Task goal —
Determine how many lines of the material hold the word "EARTH", and answer with the number only.

Input records —
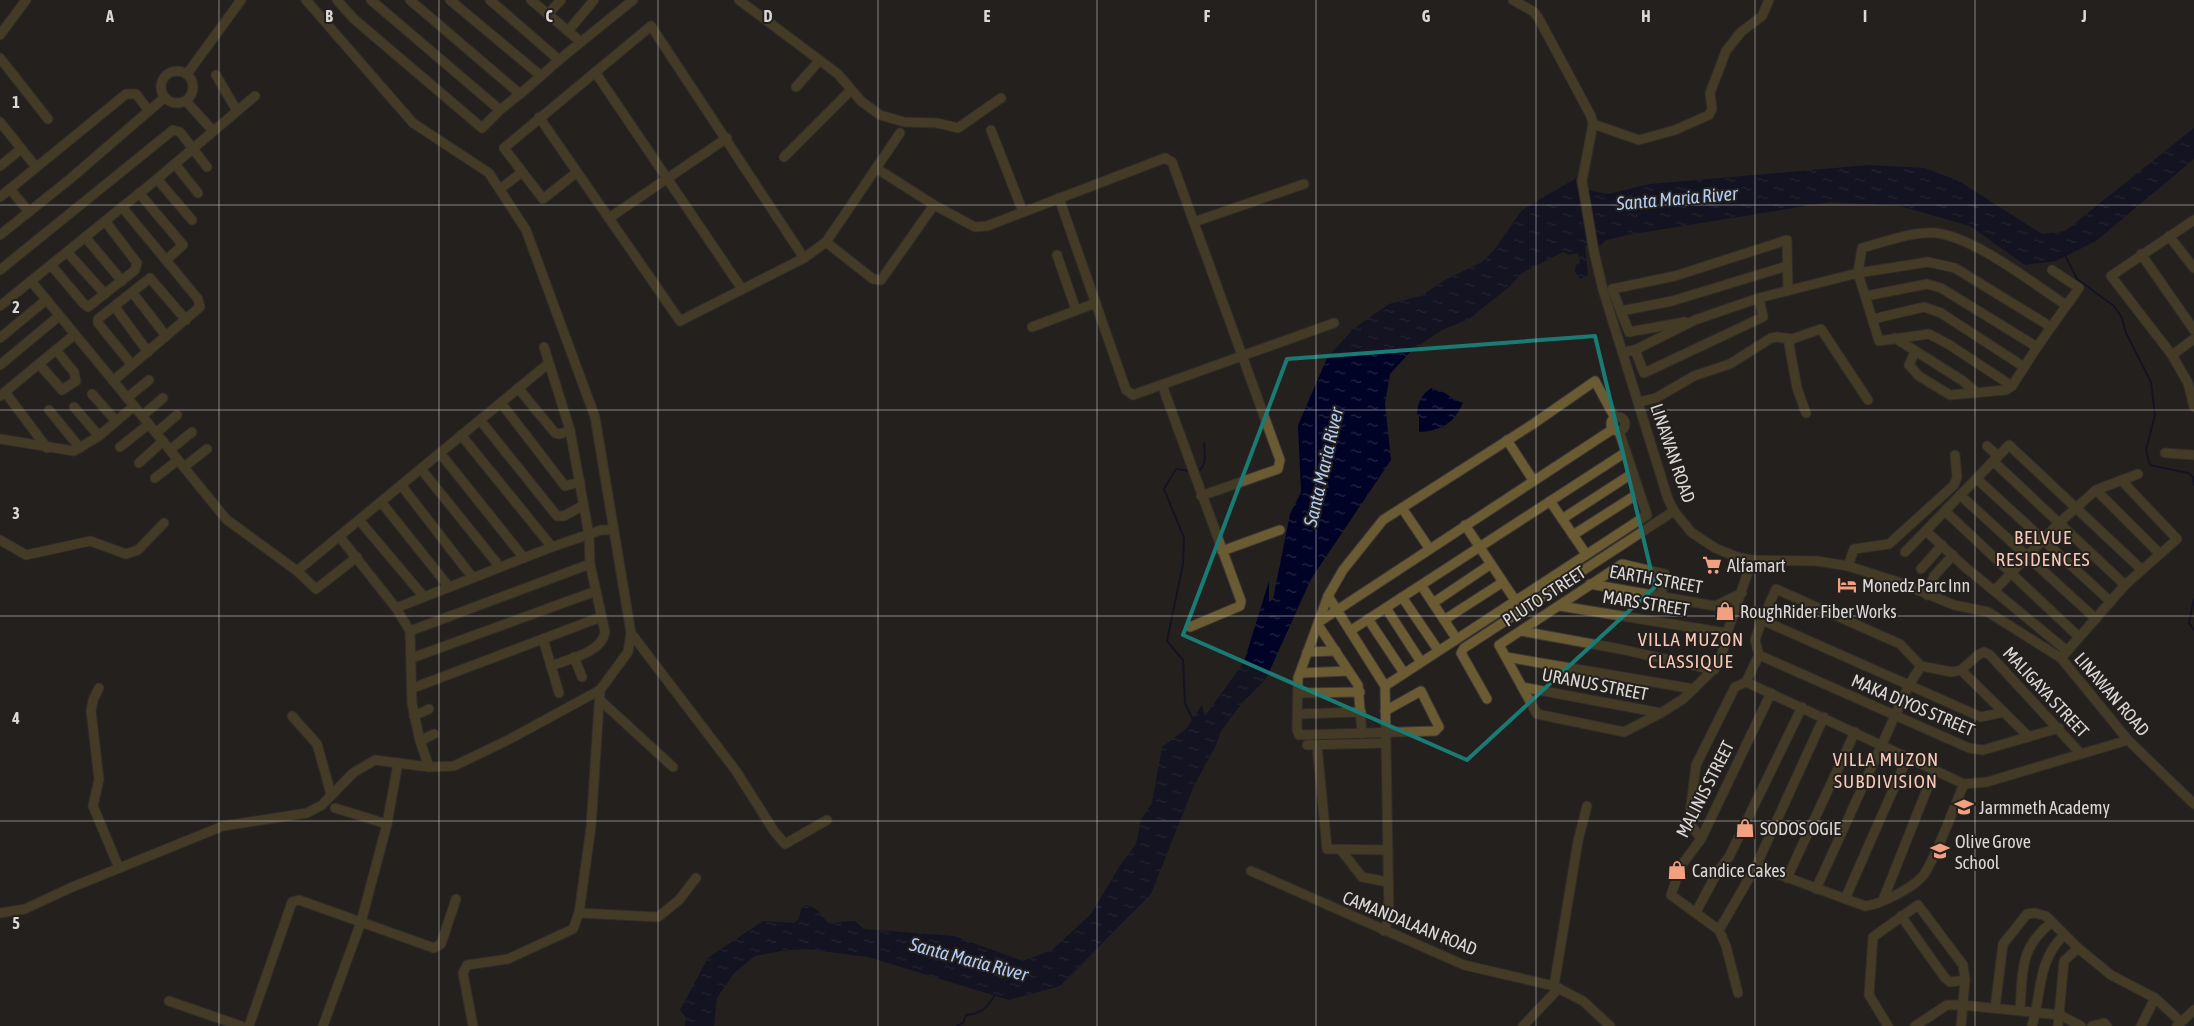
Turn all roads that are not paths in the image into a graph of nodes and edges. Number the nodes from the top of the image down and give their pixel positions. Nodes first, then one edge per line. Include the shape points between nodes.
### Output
1 (26, 0) edge
2 (240, 0) edge
3 (306, 0) edge
4 (338, 0) edge
5 (371, 0) edge
6 (410, 0) edge
7 (450, 0) edge
8 (490, 0) edge
9 (531, 0) edge
10 (561, 0) edge
11 (594, 0) edge
12 (633, 0) edge
13 (739, 0) edge
14 (1513, 0) edge
15 (1769, 0) edge
16 (548, 14) junction
17 (568, 31) junction
18 (0, 35) edge
19 (581, 42) junction
20 (0, 58) edge
21 (559, 60) junction
22 (819, 61) junction
23 (595, 72) junction
24 (187, 74) junction
25 (216, 74) dead end
26 (541, 76) junction
27 (796, 87) dead end
28 (852, 90) junction
29 (520, 94) junction
30 (255, 96) dead end
31 (165, 97) junction
32 (1001, 98) dead end
33 (186, 101) junction
34 (500, 110) junction
35 (149, 111) junction
36 (237, 111) junction
37 (539, 117) junction
38 (48, 119) dead end
39 (0, 122) edge
40 (1593, 124) junction
41 (992, 130) dead end
42 (213, 131) junction
43 (900, 133) dead end
44 (4, 134) edge
45 (727, 138) junction
46 (192, 148) junction
47 (21, 149) junction
48 (784, 157) dead end
49 (175, 164) junction
50 (0, 166) edge
51 (36, 167) junction
52 (207, 167) dead end
53 (876, 168) junction
54 (577, 172) junction
55 (521, 173) junction
56 (157, 178) junction
57 (667, 179) junction
58 (1304, 184) dead end
59 (10, 188) junction
60 (500, 189) junction
61 (198, 193) dead end
62 (139, 194) junction
63 (0, 197) edge
64 (1059, 198) junction
65 (934, 205) junction
66 (122, 207) junction
67 (29, 212) junction
68 (1023, 212) junction
69 (609, 218) junction
70 (192, 220) dead end
71 (2194, 220) edge
72 (105, 221) junction
73 (1194, 222) junction
74 (0, 235) edge
75 (2169, 236) junction
76 (85, 237) junction
77 (826, 242) junction
78 (67, 252) junction
79 (2141, 254) junction
80 (1056, 256) dead end
81 (804, 258) junction
82 (166, 260) junction
83 (51, 265) junction
84 (1788, 266) junction
85 (2194, 268) edge
86 (0, 270) edge
87 (2052, 270) dead end
88 (1858, 273) junction
89 (31, 281) junction
90 (122, 281) junction
91 (742, 289) junction
92 (1788, 291) junction
93 (132, 292) junction
94 (105, 294) junction
95 (1866, 296) junction
96 (1759, 298) junction
97 (46, 300) junction
98 (1096, 303) junction
99 (2066, 305) junction
100 (0, 306) edge
101 (114, 307) junction
102 (1076, 310) junction
103 (1620, 311) junction
104 (60, 316) junction
105 (1873, 319) junction
106 (186, 320) junction
107 (1695, 320) junction
108 (1334, 323) dead end
109 (1032, 327) dead end
110 (2051, 327) junction
111 (2194, 330) edge
112 (74, 335) junction
113 (166, 336) junction
114 (0, 338) edge
115 (1894, 338) junction
116 (1792, 339) junction
117 (2194, 339) edge
118 (544, 346) dead end
119 (2037, 347) junction
120 (56, 350) junction
121 (1635, 350) junction
122 (148, 352) junction
123 (1624, 352) junction
124 (1915, 352) junction
125 (2172, 355) junction
126 (1242, 356) junction
127 (549, 363) junction
128 (39, 364) junction
129 (0, 365) edge
130 (132, 365) junction
131 (2024, 366) junction
132 (149, 380) dead end
133 (113, 381) junction
134 (1162, 384) junction
135 (2012, 386) junction
136 (518, 388) junction
137 (1977, 393) junction
138 (2, 394) edge
139 (92, 394) dead end
140 (127, 398) junction
141 (163, 398) dead end
142 (1868, 400) dead end
143 (1638, 402) junction
144 (500, 403) junction
145 (134, 406) junction
146 (74, 407) dead end
147 (2194, 407) edge
148 (49, 410) dead end
149 (1806, 413) dead end
150 (1642, 414) junction
151 (177, 415) dead end
152 (142, 416) junction
153 (1616, 418) junction
154 (480, 420) junction
155 (116, 421) junction
156 (1625, 422) junction
157 (149, 424) junction
158 (570, 430) junction
159 (1616, 430) junction
160 (192, 432) dead end
161 (156, 433) junction
162 (99, 436) junction
163 (461, 436) junction
164 (0, 439) edge
165 (1507, 440) junction
166 (163, 441) junction
167 (1987, 446) dead end
168 (120, 447) dead end
169 (47, 448) junction
170 (80, 448) junction
171 (207, 449) dead end
172 (170, 450) junction
173 (1626, 452) junction
174 (440, 453) junction
175 (2165, 453) dead end
176 (2194, 454) edge
177 (1954, 455) dead end
178 (1996, 459) junction
179 (178, 460) junction
180 (139, 463) dead end
181 (184, 467) junction
182 (421, 469) junction
183 (1633, 473) junction
184 (2138, 474) dead end
185 (155, 478) dead end
186 (1977, 478) junction
187 (1533, 480) junction
188 (2121, 480) junction
189 (580, 482) junction
190 (401, 485) junction
191 (2096, 490) junction
192 (1639, 493) junction
193 (1960, 495) junction
194 (1201, 496) junction
195 (1550, 501) junction
196 (381, 502) junction
197 (582, 506) junction
198 (2076, 507) junction
199 (1402, 508) junction
200 (1674, 511) junction
201 (1945, 511) junction
202 (1562, 519) junction
203 (359, 520) junction
204 (164, 523) dead end
205 (2060, 523) junction
206 (1465, 525) junction
207 (614, 530) junction
208 (1280, 530) dead end
209 (1926, 531) junction
210 (589, 535) junction
211 (1573, 535) junction
212 (339, 536) junction
213 (0, 540) edge
214 (2042, 540) junction
215 (1942, 545) junction
216 (1479, 546) junction
217 (552, 548) junction
218 (1429, 548) junction
219 (1222, 551) junction
220 (1904, 552) dead end
221 (1586, 554) junction
222 (2160, 554) junction
223 (1953, 555) junction
224 (2027, 556) junction
225 (357, 557) junction
226 (524, 558) junction
227 (1752, 560) junction
228 (590, 564) junction
229 (1491, 564) junction
230 (1848, 566) junction
231 (500, 567) junction
232 (1922, 569) dead end
233 (2141, 569) junction
234 (297, 571) junction
235 (2010, 573) junction
236 (473, 578) junction
237 (1503, 582) junction
238 (1590, 584) junction
239 (1421, 585) junction
240 (2125, 585) junction
241 (449, 587) junction
242 (596, 591) junction
243 (1994, 591) junction
244 (1742, 594) junction
245 (1927, 595) junction
246 (1328, 596) junction
247 (1661, 596) junction
248 (424, 597) junction
249 (1402, 597) junction
250 (1515, 600) junction
251 (2110, 602) junction
252 (1432, 603) junction
253 (1560, 606) junction
254 (396, 608) junction
255 (1386, 608) junction
256 (1337, 610) junction
257 (602, 617) junction
258 (1368, 619) junction
259 (2096, 619) junction
260 (1444, 620) junction
261 (1762, 620) junction
262 (1318, 623) junction
263 (1190, 627) dead end
264 (410, 631) junction
265 (1350, 631) junction
266 (1521, 631) junction
267 (630, 633) junction
268 (1727, 633) junction
269 (2079, 636) junction
270 (1456, 638) junction
271 (543, 639) junction
272 (1438, 650) junction
273 (2066, 650) junction
274 (1336, 651) junction
275 (1307, 652) junction
276 (1759, 656) junction
277 (574, 657) junction
278 (412, 658) junction
279 (1506, 658) junction
280 (2061, 658) junction
281 (1421, 662) junction
282 (551, 666) junction
283 (1922, 666) junction
284 (1714, 670) junction
285 (1960, 670) junction
286 (1348, 671) junction
287 (1300, 673) junction
288 (1404, 673) junction
289 (582, 677) dead end
290 (1746, 682) junction
291 (1909, 685) junction
292 (1385, 686) junction
293 (1522, 687) junction
294 (99, 688) dead end
295 (413, 688) junction
296 (1694, 689) junction
297 (600, 690) junction
298 (1360, 692) junction
299 (1771, 692) junction
300 (559, 693) dead end
301 (1298, 693) junction
302 (1487, 699) dead end
303 (600, 700) junction
304 (1802, 707) junction
305 (429, 709) dead end
306 (1385, 711) junction
307 (1360, 712) junction
308 (2004, 712) junction
309 (1296, 714) junction
310 (1661, 714) junction
311 (1895, 715) junction
312 (292, 716) dead end
313 (414, 716) junction
314 (1824, 717) junction
315 (2059, 728) junction
316 (1855, 732) junction
317 (434, 734) dead end
318 (1362, 734) junction
319 (2029, 737) junction
320 (1385, 738) junction
321 (2128, 740) junction
322 (420, 741) junction
323 (1882, 744) junction
324 (1307, 745) dead end
325 (1317, 746) junction
326 (2080, 753) junction
327 (1908, 756) junction
328 (398, 763) junction
329 (429, 767) junction
330 (673, 767) dead end
331 (1935, 769) junction
332 (1964, 784) junction
333 (332, 794) junction
334 (2194, 804) edge
335 (1587, 806) dead end
336 (335, 808) dead end
337 (826, 820) dead end
338 (387, 824) junction
339 (1701, 838) junction
340 (1341, 850) junction
341 (1388, 850) junction
342 (1756, 866) junction
343 (119, 868) junction
344 (1251, 871) dead end
345 (696, 878) dead end
346 (1786, 878) junction
347 (1388, 882) junction
348 (1816, 889) junction
349 (456, 899) dead end
350 (1845, 899) junction
351 (1883, 900) junction
352 (0, 912) edge
353 (579, 912) junction
354 (1696, 912) junction
355 (1901, 916) junction
356 (361, 922) junction
357 (2052, 922) junction
358 (1719, 930) junction
359 (1384, 931) junction
360 (2064, 935) junction
361 (2078, 948) junction
362 (1965, 980) junction
363 (1556, 987) junction
364 (1738, 993) dead end
365 (2154, 998) junction
366 (169, 1001) dead end
367 (1966, 1005) junction
368 (1995, 1008) junction
369 (2020, 1009) junction
370 (2194, 1010) edge
371 (2037, 1012) junction
372 (2060, 1015) junction
373 (2179, 1024) edge
374 (1959, 1025) edge
375 (241, 1026) edge
376 (249, 1026) edge
377 (323, 1026) edge
378 (474, 1026) edge
379 (1523, 1026) edge
380 (1610, 1026) edge
381 (1888, 1026) edge
382 (1915, 1026) edge
383 (2032, 1026) edge
384 (2058, 1026) edge
385 (2081, 1026) edge
386 (2092, 1026) edge
387 (2107, 1026) edge
388 (2141, 1026) edge

1 - 18 street
2 - 24 street
3 - 60 street via 412,123 489,174
4 - 34 street via 354,19 482,128
5 - 34 street
6 - 29 street
7 - 26 street
8 - 21 street
9 - 16 street
10 - 16 street
11 - 17 street
12 - 19 street
13 - 22 street
14 - 40 street via 1534,12 1539,19
15 - 40 street via 1762,16 1741,32 1726,51 1710,93 1712,108 1708,115 1675,130 1640,140
16 - 17 street
17 - 19 street
19 - 21 street
20 - 38 street
21 - 26 street
22 - 27 street
22 - 28 street via 838,74
23 - 37 street
23 - 45 street via 651,26
23 - 57 street
24 - 31 street via 172,72 166,76 162,83
24 - 33 street via 193,88
25 - 36 street
26 - 29 street
28 - 32 street via 861,101 890,119 936,122 958,128
28 - 48 street
29 - 34 street
30 - 36 street
31 - 33 street via 171,102
31 - 35 street
33 - 42 street
35 - 51 street via 136,94 126,94
35 - 67 street
36 - 42 street
37 - 54 street
37 - 55 street via 504,148
39 - 44 street
40 - 123 street, LINAWAN ROAD via 1582,181 1603,290
41 - 68 street
42 - 46 street
43 - 53 street
44 - 47 street
45 - 57 street
45 - 81 street
46 - 49 street
46 - 52 street
46 - 86 street via 180,132 173,130
47 - 50 street
47 - 51 street
49 - 56 street
49 - 61 street
51 - 59 street
53 - 65 street
53 - 77 street
54 - 55 street via 543,199
54 - 69 street
55 - 60 street
56 - 62 street
56 - 70 street
57 - 69 street
57 - 91 street
58 - 73 street
59 - 63 street
59 - 67 street
60 - 207 street via 526,230 595,416
62 - 66 street
62 - 82 street via 183,245
64 - 68 street
64 - 73 street via 1165,158 1172,162
64 - 98 street
65 - 68 street via 975,227 987,226
65 - 77 street via 881,280 873,279
66 - 72 street
66 - 82 street
67 - 74 street
69 - 91 street via 680,321
71 - 75 street
72 - 76 street
72 - 90 street via 136,264 135,270
73 - 126 street
75 - 79 street
75 - 85 street
76 - 78 street
76 - 90 street
77 - 81 street
78 - 83 street
78 - 94 street
79 - 111 street
79 - 125 street via 2111,276
80 - 102 street
81 - 91 street
82 - 106 street via 200,303 199,309
83 - 89 street
83 - 94 street via 88,307
84 - 92 street
84 - 103 street via 1672,301
84 - 103 street via 1787,240 1675,276 1612,288
87 - 99 street via 2079,288
88 - 92 street
88 - 95 street
88 - 99 street via 1862,248 1913,235 1936,233 1974,246
88 - 110 street via 1928,262 1955,268
89 - 97 street
89 - 100 street
90 - 94 street
92 - 96 street
93 - 101 street
93 - 106 street via 150,278
93 - 113 street
95 - 105 street
95 - 119 street via 1928,284 1942,288
96 - 107 street
96 - 121 street via 1762,317 1644,373
97 - 104 street
97 - 114 street
98 - 102 street
98 - 134 street via 1126,390 1134,395
99 - 110 street
101 - 122 street
101 - 130 street via 97,321
102 - 109 street
103 - 107 street via 1629,332
104 - 112 street
104 - 129 street
105 - 115 street via 1879,341
105 - 131 street via 1924,307 1941,313
106 - 113 street
107 - 121 street
108 - 126 street
110 - 119 street
112 - 120 street
112 - 133 street
113 - 122 street
115 - 124 street
115 - 135 street via 1929,334
116 - 142 street via 1821,329
116 - 143 street via 1771,338 1730,364 1694,376 1656,398
116 - 149 street via 1797,388
117 - 125 street
118 - 127 street
119 - 131 street
120 - 128 street
120 - 128 street via 74,372 76,381 62,390
121 - 123 street
122 - 130 street
123 - 143 street, LINAWAN ROAD
124 - 137 street
124 - 137 street via 1909,365 1919,376 1950,395
125 - 147 street via 2188,383
126 - 134 street
126 - 194 street via 1280,460 1278,470
127 - 136 street
127 - 158 street
128 - 138 street
130 - 133 street
131 - 135 street
132 - 140 street
133 - 140 street
134 - 194 street
135 - 137 street via 2006,390
136 - 144 street
136 - 158 street via 555,433
138 - 169 street
139 - 155 street
140 - 145 street
141 - 152 street
143 - 150 street, LINAWAN ROAD
144 - 154 street
144 - 189 street via 565,486
145 - 152 street
145 - 155 street
146 - 162 street
148 - 170 street
150 - 156 street
150 - 200 street, LINAWAN ROAD
151 - 161 street
152 - 157 street
153 - 156 street
153 - 159 street via 1612,423
153 - 165 street via 1595,381
154 - 163 street
154 - 197 street via 557,516 564,516
155 - 162 street
156 - 159 street via 1623,430
157 - 161 street
157 - 168 street
158 - 189 street
159 - 173 street
159 - 187 street
160 - 172 street
161 - 166 street
162 - 170 street
163 - 174 street
163 - 217 street
164 - 169 street
165 - 187 street
165 - 199 street
166 - 172 street
166 - 180 street
167 - 178 street
169 - 170 street via 74,451
171 - 181 street
172 - 179 street
173 - 183 street
173 - 195 street
174 - 182 street
174 - 226 street
175 - 176 street
177 - 230 street via 1957,477 1954,484 1889,544 1854,549
178 - 186 street
178 - 198 street via 2009,445
178 - 205 street
179 - 181 street
179 - 185 street
181 - 234 street via 226,519
182 - 190 street
182 - 231 street
183 - 192 street
183 - 202 street
184 - 188 street
186 - 193 street
186 - 214 street
187 - 206 street
188 - 191 street
188 - 222 street via 2177,539
189 - 197 street
190 - 196 street
190 - 236 street
191 - 198 street
191 - 222 street
192 - 211 street
192 - 221 street via 1646,515
193 - 201 street
193 - 224 street
194 - 219 street
195 - 202 street
195 - 216 street
196 - 203 street
196 - 241 street
197 - 210 street
198 - 205 street
198 - 233 street
199 - 218 street
199 - 246 street via 1383,520 1343,570
200 - 227 street, LINAWAN ROAD via 1691,532 1715,548
200 - 302 street via 1464,648 1461,653
201 - 209 street
201 - 235 street
202 - 211 street
203 - 212 street
203 - 248 street
204 - 213 street via 138,550 126,554 90,541 26,555
205 - 214 street
205 - 240 street
206 - 216 street
206 - 218 street
207 - 210 street via 601,530
207 - 267 street
208 - 219 street
209 - 215 street
209 - 220 street
210 - 217 street
210 - 228 street
211 - 221 street
212 - 225 street
212 - 234 street
214 - 224 street
214 - 251 street
215 - 223 street
215 - 232 street
216 - 229 street
216 - 239 street
217 - 226 street
218 - 256 street
219 - 263 street via 1241,601 1240,606
221 - 250 street
222 - 233 street
223 - 243 street
223 - 245 street via 1934,576
224 - 235 street
224 - 259 street
225 - 234 street via 316,589
225 - 254 street
226 - 231 street
227 - 230 street, LINAWAN ROAD via 1817,561
227 - 244 street
228 - 242 street
228 - 264 street
229 - 237 street
229 - 252 street
230 - 245 street, LINAWAN ROAD
231 - 236 street
233 - 240 street
235 - 243 street
235 - 269 street
236 - 241 street
237 - 250 street
237 - 260 street
238 - 247 street, EARTH STREET
238 - 247 street, PLUTO STREET via 1622,564 1665,574
238 - 253 street, PLUTO STREET
239 - 249 street
239 - 252 street
240 - 251 street
241 - 248 street
242 - 257 street
242 - 278 street
243 - 273 street
244 - 247 street, EARTH STREET via 1715,606
244 - 268 street
245 - 280 street, LINAWAN ROAD via 1988,612
246 - 256 street
246 - 262 street
248 - 254 street
249 - 255 street
249 - 272 street
250 - 270 street
251 - 259 street
252 - 260 street
253 - 266 street, PLUTO STREET
253 - 268 street, MARS STREET
254 - 264 street
255 - 258 street
255 - 281 street
256 - 262 street
256 - 265 street
257 - 271 street
257 - 277 street via 605,632 602,643
258 - 265 street
258 - 288 street
259 - 269 street
260 - 270 street
261 - 276 street via 1755,640
261 - 283 street via 1776,589 1900,644
261 - 291 street
262 - 274 street
262 - 275 street
264 - 278 street
265 - 292 street
266 - 279 street, PLUTO STREET via 1499,645
266 - 284 street
267 - 297 street via 628,652
267 - 337 street via 736,771 774,831 786,844
268 - 284 street via 1720,663
269 - 273 street
270 - 272 street
271 - 282 street
271 - 295 street
272 - 281 street
273 - 280 street
274 - 275 street
274 - 286 street
275 - 287 street
276 - 290 street
276 - 311 street, MAKA DIYOS STREET
277 - 282 street
277 - 289 street
278 - 295 street
279 - 293 street
279 - 296 street
280 - 321 street, LINAWAN ROAD
281 - 288 street
282 - 300 street
283 - 285 street via 1952,672
283 - 291 street
284 - 296 street
285 - 308 street
285 - 315 street, MALIGAYA STREET via 1984,652
286 - 287 street
286 - 298 street
287 - 301 street
288 - 292 street
290 - 299 street
290 - 339 street via 1735,687 1696,765 1688,822
291 - 308 street via 1980,717
291 - 311 street
292 - 306 street
293 - 310 street, URANUS STREET
293 - 310 street via 1537,714 1624,732
294 - 343 street via 91,711 99,778 93,806
295 - 313 street
296 - 310 street
297 - 303 street
297 - 329 street via 454,766
298 - 301 street
298 - 307 street
299 - 304 street
299 - 339 street, MALINIS STREET
301 - 309 street
303 - 330 street
303 - 353 street via 591,827
304 - 314 street
304 - 354 street via 1729,858 1718,870
305 - 313 street
306 - 320 street
306 - 320 street via 1421,691 1439,727 1435,731
307 - 309 street
307 - 318 street
308 - 319 street
309 - 318 street via 1299,735
311 - 319 street, MAKA DIYOS STREET via 1968,748 1983,750
311 - 323 street
312 - 333 street via 317,744
313 - 322 street
314 - 316 street
314 - 342 street
315 - 319 street, MAKA DIYOS STREET
315 - 326 street, MALIGAYA STREET
316 - 323 street
316 - 346 street
317 - 322 street
318 - 320 street
320 - 325 street
320 - 341 street
321 - 326 street
321 - 334 street, LINAWAN ROAD
322 - 329 street
323 - 327 street
323 - 348 street
324 - 325 street
325 - 340 street via 1327,849
326 - 332 street via 1987,782
327 - 331 street
327 - 350 street
328 - 329 street
328 - 333 street via 375,760 353,773
328 - 338 street
331 - 332 street
331 - 351 street
332 - 351 street via 1924,874 1912,885
333 - 343 street via 322,805 307,813 223,826
335 - 363 street via 1578,841
336 - 338 street
338 - 356 street
339 - 354 street, MALINIS STREET via 1681,866 1671,895
340 - 341 street
340 - 347 street via 1362,877
341 - 347 street
342 - 346 street
342 - 358 street
343 - 352 street via 25,909
344 - 359 street, CAMANDALAAN ROAD
345 - 353 street via 679,900 658,918
346 - 348 street
347 - 359 street via 1389,917
348 - 350 street
349 - 356 street via 438,947
350 - 351 street via 1865,906 1873,906
353 - 378 street via 571,932 508,959 464,968
354 - 358 street, MALINIS STREET
355 - 362 street via 1945,978 1950,982
355 - 362 street via 1918,905 1963,966
355 - 381 street via 1873,937 1869,995
356 - 376 street via 299,900 292,902
356 - 377 street
357 - 360 street
357 - 368 street via 2046,916 2027,914 2003,944
357 - 369 street via 2028,947
358 - 364 street
359 - 363 street, CAMANDALAAN ROAD via 1464,965
360 - 361 street
360 - 371 street via 2044,963
361 - 365 street via 2111,975
361 - 372 street via 2064,961
362 - 367 street
363 - 379 street
363 - 380 street, CAMANDALAAN ROAD via 1583,1001
365 - 373 street
365 - 388 street
366 - 375 street
367 - 368 street
367 - 374 street
367 - 382 street via 1947,1005
368 - 369 street
369 - 371 street
370 - 373 street
371 - 372 street
371 - 383 street
372 - 384 street
372 - 385 street
386 - 387 street via 2104,1023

Solution for this exercise —
2